Task to complete:
Take each line below that has "Jáuregui" and copy it.

Available data:
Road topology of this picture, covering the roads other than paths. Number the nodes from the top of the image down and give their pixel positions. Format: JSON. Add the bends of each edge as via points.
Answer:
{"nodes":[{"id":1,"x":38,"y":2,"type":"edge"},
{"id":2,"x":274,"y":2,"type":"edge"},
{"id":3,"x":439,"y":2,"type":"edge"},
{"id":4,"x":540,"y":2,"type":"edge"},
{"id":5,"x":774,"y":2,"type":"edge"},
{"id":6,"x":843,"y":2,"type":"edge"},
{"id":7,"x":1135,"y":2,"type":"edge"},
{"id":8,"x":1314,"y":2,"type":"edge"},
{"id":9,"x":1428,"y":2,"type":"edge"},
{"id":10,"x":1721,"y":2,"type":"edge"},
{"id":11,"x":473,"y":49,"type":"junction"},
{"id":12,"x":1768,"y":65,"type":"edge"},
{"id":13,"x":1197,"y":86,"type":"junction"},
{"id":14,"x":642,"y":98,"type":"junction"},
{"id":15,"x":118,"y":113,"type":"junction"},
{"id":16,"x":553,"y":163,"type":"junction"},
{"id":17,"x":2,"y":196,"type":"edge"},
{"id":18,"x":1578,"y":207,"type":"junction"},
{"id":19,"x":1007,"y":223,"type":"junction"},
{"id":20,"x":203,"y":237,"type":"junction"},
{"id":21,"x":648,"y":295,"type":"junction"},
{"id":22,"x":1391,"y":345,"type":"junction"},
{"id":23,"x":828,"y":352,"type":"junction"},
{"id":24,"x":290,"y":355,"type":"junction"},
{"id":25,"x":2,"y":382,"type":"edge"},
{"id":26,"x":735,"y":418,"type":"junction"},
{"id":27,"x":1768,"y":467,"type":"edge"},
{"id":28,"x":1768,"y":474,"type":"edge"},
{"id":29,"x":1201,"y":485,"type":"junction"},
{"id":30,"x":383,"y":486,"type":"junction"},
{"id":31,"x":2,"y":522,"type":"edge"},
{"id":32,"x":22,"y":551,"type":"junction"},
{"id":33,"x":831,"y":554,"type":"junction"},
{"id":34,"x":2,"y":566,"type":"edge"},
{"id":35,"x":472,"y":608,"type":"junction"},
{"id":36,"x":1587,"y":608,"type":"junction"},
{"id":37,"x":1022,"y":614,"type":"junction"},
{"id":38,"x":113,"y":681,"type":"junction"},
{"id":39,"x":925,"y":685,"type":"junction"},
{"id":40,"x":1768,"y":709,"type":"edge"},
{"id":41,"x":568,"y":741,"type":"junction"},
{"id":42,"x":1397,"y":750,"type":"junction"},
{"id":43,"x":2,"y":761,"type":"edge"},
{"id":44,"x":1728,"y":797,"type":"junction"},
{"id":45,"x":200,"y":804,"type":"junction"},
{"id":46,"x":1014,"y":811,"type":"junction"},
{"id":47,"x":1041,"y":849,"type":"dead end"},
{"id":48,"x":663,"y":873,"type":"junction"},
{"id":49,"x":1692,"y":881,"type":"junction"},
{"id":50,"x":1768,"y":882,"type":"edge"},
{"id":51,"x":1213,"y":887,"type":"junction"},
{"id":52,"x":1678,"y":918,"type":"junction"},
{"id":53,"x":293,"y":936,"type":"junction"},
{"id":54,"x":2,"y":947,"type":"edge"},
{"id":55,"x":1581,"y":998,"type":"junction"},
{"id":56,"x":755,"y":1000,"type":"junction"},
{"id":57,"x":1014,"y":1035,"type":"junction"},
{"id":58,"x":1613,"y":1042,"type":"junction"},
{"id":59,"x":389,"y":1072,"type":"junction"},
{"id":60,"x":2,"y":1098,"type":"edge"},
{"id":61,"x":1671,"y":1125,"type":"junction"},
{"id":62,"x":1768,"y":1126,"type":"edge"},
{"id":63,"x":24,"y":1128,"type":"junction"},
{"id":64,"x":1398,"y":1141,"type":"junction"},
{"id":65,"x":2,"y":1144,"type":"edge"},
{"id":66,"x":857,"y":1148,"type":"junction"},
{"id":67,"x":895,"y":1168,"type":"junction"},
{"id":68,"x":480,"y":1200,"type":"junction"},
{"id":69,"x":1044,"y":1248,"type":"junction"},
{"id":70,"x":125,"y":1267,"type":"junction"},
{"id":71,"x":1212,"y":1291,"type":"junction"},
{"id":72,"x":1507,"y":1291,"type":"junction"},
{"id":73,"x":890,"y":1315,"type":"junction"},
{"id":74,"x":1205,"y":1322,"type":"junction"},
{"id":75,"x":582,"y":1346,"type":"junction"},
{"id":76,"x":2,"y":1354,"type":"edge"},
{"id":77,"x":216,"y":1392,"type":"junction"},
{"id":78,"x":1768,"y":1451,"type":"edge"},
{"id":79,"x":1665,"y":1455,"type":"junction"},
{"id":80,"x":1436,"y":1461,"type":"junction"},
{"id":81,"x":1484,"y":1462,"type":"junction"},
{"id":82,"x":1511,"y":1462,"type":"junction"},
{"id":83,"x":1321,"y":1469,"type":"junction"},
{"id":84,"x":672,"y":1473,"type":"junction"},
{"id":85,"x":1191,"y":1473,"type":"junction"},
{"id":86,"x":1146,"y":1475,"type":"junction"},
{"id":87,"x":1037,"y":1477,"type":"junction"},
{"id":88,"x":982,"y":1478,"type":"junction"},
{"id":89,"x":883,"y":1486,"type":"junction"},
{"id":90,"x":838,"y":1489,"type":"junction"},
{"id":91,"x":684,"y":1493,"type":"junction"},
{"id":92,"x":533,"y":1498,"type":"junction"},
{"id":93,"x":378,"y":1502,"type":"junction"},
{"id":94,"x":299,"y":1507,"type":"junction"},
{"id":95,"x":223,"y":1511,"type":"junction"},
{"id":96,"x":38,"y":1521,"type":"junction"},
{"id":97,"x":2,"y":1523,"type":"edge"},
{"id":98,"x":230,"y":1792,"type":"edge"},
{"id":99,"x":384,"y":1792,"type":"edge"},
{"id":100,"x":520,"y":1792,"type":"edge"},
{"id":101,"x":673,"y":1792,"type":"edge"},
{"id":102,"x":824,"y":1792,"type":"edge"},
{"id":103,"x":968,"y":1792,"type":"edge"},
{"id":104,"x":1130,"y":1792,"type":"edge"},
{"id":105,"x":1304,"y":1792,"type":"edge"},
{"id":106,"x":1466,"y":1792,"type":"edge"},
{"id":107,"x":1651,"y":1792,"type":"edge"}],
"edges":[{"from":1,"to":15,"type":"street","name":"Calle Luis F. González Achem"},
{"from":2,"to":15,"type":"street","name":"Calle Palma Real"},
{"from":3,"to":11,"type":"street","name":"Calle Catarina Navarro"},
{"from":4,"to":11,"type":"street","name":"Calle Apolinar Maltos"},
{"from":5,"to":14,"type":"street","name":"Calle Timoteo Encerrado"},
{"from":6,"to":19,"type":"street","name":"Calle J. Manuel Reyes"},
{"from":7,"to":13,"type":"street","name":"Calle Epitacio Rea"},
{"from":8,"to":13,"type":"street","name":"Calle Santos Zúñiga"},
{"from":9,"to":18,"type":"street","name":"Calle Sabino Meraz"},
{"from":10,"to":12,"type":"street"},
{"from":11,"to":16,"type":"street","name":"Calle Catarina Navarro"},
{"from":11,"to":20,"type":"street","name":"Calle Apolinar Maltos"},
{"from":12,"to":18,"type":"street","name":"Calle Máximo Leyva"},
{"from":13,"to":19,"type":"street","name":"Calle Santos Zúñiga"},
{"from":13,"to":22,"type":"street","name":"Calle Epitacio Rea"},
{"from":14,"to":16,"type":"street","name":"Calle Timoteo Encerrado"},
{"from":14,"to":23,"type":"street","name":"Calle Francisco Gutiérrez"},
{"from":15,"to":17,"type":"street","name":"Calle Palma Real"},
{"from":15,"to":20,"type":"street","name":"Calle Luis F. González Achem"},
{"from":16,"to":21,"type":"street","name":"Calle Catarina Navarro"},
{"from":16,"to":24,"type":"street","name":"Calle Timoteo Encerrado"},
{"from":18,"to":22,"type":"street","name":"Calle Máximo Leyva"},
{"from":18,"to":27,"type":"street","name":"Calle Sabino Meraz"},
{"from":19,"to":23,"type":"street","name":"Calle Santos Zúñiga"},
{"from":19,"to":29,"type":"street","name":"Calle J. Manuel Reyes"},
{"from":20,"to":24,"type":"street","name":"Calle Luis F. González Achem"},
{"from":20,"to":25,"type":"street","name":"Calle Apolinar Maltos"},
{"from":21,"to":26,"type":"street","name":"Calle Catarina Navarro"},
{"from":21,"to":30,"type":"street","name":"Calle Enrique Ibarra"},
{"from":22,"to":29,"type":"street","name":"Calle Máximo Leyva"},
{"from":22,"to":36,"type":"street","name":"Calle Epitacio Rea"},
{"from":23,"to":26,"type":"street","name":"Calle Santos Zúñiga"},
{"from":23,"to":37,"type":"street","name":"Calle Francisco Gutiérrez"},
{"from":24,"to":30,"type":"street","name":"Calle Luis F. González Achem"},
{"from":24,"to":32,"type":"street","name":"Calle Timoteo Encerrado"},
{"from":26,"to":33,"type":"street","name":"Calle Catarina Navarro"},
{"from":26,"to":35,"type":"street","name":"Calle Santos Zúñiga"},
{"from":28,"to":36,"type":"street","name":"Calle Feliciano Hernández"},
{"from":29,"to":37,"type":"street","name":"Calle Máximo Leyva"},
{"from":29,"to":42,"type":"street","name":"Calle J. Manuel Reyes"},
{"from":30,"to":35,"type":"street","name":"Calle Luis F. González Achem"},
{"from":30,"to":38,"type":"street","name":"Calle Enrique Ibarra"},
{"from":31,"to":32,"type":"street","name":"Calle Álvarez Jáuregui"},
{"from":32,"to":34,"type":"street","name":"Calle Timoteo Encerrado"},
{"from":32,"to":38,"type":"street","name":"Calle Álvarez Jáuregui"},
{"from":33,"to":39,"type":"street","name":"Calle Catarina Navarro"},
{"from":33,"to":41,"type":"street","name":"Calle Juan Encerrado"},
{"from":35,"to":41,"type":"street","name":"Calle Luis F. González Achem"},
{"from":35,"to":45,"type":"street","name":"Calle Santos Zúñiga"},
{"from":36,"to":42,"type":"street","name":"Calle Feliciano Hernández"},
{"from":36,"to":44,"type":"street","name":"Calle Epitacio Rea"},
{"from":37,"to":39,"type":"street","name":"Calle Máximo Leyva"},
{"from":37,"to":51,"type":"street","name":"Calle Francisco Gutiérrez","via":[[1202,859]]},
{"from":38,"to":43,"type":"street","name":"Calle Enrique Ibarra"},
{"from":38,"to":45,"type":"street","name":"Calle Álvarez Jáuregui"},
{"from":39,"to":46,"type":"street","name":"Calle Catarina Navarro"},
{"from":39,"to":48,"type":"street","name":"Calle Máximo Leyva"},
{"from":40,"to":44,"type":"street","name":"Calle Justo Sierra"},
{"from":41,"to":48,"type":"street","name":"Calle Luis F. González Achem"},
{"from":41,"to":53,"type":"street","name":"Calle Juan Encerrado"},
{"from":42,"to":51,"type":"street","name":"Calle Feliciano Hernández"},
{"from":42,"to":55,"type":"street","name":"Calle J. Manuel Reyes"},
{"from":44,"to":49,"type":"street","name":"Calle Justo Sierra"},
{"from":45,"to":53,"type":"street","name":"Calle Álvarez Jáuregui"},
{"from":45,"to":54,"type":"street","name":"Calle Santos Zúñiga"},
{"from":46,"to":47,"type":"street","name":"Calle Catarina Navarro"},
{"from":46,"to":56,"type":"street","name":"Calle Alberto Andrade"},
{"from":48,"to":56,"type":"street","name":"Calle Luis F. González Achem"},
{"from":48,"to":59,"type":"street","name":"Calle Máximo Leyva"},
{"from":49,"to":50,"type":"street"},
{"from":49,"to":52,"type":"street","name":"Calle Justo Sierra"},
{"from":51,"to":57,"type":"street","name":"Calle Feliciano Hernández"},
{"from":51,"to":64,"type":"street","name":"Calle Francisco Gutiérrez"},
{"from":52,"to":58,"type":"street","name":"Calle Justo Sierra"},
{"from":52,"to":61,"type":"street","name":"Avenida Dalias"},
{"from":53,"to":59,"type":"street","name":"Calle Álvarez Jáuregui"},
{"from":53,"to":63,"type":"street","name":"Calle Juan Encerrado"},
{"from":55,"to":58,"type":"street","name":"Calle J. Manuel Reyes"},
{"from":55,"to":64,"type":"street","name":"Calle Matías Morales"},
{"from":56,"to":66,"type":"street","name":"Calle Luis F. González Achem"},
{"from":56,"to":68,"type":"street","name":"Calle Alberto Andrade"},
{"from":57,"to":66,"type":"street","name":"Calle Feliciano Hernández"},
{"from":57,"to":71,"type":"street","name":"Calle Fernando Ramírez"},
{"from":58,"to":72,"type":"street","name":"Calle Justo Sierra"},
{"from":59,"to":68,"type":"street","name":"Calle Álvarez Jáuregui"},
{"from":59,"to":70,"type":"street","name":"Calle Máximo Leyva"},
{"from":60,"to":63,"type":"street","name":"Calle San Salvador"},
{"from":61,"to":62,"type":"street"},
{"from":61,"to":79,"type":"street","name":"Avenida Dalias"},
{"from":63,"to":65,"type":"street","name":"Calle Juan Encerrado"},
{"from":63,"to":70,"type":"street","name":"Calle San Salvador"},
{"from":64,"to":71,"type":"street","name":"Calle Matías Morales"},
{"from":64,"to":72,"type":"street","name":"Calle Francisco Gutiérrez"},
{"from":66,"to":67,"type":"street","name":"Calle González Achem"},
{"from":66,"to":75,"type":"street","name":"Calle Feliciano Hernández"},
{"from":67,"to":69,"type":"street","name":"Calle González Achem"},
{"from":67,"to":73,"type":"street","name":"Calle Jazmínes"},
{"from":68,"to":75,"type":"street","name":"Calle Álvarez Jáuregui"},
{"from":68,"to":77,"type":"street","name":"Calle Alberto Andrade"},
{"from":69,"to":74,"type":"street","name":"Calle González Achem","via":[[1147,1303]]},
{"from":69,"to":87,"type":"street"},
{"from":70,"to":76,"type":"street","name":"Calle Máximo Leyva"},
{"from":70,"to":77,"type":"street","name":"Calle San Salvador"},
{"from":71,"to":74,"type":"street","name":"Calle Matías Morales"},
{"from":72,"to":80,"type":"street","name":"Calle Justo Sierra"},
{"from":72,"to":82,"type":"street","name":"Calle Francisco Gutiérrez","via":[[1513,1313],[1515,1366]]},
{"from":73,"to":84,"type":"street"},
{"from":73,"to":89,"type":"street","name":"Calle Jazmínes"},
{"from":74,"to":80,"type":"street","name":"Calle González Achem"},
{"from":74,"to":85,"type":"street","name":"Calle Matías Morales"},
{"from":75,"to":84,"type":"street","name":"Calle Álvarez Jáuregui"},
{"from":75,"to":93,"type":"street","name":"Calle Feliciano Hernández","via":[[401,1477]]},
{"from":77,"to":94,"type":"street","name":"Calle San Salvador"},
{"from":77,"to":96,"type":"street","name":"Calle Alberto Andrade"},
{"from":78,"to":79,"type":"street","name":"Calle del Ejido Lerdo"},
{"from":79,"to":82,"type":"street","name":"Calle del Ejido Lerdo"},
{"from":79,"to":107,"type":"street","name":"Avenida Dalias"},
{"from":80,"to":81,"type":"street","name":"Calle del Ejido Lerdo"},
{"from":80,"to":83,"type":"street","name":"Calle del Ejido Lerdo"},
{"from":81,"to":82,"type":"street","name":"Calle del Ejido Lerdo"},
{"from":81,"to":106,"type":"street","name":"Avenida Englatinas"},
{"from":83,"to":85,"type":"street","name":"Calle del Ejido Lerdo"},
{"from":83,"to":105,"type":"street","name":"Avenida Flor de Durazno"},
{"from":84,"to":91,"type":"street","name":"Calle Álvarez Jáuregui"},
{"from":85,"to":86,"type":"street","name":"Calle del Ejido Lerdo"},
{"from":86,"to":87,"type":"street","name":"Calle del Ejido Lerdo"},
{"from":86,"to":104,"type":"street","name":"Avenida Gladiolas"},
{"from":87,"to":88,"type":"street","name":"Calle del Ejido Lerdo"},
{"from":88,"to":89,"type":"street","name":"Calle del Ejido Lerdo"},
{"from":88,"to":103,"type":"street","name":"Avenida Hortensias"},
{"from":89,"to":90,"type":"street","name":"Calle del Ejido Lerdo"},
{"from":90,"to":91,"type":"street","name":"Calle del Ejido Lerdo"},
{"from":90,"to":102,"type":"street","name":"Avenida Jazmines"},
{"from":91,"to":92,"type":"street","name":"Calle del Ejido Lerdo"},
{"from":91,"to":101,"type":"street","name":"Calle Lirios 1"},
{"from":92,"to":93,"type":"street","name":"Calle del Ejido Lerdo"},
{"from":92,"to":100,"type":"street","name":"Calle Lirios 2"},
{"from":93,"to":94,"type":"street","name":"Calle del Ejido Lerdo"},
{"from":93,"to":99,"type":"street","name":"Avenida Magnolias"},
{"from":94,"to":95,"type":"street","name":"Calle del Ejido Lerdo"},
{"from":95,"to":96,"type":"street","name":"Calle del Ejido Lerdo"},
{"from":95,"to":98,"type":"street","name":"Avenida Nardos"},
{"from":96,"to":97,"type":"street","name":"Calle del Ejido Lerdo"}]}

Answer to the exercise:
{"from":31,"to":32,"type":"street","name":"Calle Álvarez Jáuregui"},
{"from":32,"to":38,"type":"street","name":"Calle Álvarez Jáuregui"},
{"from":38,"to":45,"type":"street","name":"Calle Álvarez Jáuregui"},
{"from":45,"to":53,"type":"street","name":"Calle Álvarez Jáuregui"},
{"from":53,"to":59,"type":"street","name":"Calle Álvarez Jáuregui"},
{"from":59,"to":68,"type":"street","name":"Calle Álvarez Jáuregui"},
{"from":68,"to":75,"type":"street","name":"Calle Álvarez Jáuregui"},
{"from":75,"to":84,"type":"street","name":"Calle Álvarez Jáuregui"},
{"from":84,"to":91,"type":"street","name":"Calle Álvarez Jáuregui"},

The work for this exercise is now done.